Requirement #5: Your E2 visa business plan needs to be a well-prepared LEGAL document
After your investment, the most important thing for the success of your E2 visa application is your business plan. Your E2 visa business plan should follow USCIS E2 visa requirements and guidelines. Since USCIS expects it to be very well written and in a unique format, it is best to have it prepared by an expert.
A professionally written business plan increases your chance of success by 30% – 50%. It also reduces the number of questions asked by up to 50%, streamlining the process and making it 40% faster.
An E2 Visa Business Plan should include:
- Company description (Click here to read How to Write a Great Company Description in a Business Plan)

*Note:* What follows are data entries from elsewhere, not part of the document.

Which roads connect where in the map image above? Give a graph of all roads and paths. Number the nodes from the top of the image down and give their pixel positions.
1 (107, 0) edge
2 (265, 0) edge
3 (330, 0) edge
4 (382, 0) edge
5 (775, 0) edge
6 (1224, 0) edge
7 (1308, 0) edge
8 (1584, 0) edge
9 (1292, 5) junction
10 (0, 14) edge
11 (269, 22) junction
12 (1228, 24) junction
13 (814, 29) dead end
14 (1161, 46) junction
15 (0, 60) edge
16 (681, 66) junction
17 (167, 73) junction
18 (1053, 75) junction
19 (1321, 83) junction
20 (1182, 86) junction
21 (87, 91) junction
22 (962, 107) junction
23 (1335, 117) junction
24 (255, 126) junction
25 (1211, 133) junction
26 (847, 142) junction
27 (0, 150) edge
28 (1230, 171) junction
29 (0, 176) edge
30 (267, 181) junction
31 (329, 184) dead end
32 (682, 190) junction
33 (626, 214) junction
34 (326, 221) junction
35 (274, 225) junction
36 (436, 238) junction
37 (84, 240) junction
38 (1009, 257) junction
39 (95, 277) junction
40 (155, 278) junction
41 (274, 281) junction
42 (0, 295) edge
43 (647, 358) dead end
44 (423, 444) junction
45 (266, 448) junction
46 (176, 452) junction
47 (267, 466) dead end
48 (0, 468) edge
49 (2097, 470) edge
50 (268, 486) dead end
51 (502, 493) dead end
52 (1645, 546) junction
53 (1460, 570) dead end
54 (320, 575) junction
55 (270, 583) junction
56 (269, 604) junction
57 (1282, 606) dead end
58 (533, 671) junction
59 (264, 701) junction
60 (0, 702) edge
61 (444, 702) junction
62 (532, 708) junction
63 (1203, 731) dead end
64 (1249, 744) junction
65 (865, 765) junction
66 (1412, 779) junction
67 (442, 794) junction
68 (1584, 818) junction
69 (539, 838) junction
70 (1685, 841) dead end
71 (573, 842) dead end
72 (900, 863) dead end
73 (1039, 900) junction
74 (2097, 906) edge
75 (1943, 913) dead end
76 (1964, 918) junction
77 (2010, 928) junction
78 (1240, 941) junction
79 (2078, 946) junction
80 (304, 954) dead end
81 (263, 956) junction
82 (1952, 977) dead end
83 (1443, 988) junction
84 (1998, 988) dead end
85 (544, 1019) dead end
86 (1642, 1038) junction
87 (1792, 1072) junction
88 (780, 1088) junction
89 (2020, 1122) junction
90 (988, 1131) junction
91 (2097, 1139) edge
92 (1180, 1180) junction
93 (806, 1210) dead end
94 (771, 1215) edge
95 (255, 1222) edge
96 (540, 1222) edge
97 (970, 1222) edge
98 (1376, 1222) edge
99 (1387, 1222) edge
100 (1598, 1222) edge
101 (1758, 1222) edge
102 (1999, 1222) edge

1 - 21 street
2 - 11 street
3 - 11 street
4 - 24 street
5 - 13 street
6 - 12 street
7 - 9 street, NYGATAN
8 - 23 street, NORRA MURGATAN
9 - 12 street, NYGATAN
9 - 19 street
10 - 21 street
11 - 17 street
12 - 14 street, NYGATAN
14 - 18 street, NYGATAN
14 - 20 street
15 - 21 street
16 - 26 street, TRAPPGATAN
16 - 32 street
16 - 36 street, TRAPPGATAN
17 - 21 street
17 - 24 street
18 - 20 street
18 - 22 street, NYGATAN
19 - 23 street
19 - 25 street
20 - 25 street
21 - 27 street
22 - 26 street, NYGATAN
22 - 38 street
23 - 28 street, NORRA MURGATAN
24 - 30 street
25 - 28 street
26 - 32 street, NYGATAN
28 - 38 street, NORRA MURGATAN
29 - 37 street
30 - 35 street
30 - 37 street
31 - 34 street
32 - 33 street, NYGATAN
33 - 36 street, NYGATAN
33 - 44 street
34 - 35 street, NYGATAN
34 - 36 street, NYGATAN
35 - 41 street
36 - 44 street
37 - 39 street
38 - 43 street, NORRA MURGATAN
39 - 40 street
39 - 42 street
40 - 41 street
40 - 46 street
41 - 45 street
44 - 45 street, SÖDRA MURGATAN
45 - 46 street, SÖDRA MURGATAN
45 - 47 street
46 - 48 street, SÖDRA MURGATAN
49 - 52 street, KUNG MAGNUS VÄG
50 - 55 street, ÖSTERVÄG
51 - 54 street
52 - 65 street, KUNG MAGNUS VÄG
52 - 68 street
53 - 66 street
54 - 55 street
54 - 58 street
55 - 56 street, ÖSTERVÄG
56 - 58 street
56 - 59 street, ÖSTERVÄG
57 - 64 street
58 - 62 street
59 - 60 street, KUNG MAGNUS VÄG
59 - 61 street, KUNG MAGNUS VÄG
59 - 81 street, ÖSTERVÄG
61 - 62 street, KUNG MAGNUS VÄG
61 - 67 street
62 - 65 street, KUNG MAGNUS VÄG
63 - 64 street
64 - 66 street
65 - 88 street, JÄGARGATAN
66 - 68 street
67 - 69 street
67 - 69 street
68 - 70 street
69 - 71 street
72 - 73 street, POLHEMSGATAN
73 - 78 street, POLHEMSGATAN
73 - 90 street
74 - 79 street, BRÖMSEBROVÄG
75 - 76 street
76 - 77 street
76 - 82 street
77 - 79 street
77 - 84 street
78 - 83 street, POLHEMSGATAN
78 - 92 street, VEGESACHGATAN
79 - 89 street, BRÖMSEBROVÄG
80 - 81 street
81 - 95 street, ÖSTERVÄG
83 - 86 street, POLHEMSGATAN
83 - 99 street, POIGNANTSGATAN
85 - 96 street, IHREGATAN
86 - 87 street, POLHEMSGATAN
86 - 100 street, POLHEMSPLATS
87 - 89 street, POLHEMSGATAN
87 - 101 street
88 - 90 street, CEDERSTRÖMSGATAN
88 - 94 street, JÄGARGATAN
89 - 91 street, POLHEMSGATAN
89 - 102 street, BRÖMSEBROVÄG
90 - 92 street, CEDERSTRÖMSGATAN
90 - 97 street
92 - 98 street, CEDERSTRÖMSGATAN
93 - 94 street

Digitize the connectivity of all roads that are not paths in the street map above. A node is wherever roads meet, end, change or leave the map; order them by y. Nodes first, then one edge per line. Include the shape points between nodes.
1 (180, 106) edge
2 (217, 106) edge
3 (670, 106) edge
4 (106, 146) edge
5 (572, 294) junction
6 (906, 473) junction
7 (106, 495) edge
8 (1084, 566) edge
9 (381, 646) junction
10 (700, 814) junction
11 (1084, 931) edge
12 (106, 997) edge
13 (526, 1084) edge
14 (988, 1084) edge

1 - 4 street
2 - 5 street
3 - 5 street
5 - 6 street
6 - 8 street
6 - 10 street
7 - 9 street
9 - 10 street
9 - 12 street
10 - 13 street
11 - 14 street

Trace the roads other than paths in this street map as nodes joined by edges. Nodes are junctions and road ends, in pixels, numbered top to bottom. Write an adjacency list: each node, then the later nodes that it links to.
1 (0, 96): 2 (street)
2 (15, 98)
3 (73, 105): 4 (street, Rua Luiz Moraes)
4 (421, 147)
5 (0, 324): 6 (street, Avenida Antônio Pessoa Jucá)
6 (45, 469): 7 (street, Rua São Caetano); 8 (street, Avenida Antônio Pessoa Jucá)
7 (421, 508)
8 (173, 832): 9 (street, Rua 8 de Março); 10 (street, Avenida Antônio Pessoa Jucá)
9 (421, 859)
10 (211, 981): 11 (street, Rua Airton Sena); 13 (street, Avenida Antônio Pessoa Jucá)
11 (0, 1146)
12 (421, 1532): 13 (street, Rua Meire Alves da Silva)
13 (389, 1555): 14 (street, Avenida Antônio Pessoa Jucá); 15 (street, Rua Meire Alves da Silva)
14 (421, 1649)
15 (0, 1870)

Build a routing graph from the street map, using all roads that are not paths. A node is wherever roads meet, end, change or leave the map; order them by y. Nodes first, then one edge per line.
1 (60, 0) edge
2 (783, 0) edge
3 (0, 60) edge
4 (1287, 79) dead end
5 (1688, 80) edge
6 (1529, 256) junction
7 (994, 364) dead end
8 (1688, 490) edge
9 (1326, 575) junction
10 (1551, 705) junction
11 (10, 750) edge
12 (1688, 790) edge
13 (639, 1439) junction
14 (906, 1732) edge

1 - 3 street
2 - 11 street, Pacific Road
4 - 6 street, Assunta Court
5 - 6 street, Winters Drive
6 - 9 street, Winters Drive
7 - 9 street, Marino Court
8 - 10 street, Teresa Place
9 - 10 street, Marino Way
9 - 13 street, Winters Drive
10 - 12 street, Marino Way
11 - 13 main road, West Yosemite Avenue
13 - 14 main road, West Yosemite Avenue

- Products and Services description
- Industry Analysis
- Market and Competition Analysis
- Personnel Plan
- 5 years Financial Projections (Click here to read How to Create 5 Years Financial Projections for Your Business Plan)
An E2 Visa Business Plan should be 25-35 pages on average. It is recommended to write it in a legal style but with accessible business terms. The average writing time by an applicant is 40-45 hours, including revisions and the back and forth with the attorney. The average writing time by a professional business plan service is 15 hours including revisions, which is almost three times faster than if you do it yourself.
An expertly written E2 Visa Business Plan means:
- More flexibility so you can take care of the other aspects of your business and visa application
- Better quality because the writing style is customized for immigration and reviewed by US writing experts.
- Faster delivery so that you can get your visa appointment quickly.
Whether you want to hire us with the writing or you want to do it yourself, here is what a good business plan should look like (link), and if you need more information, please refer to our Guide on How to Write an E2 Visa Business Plan.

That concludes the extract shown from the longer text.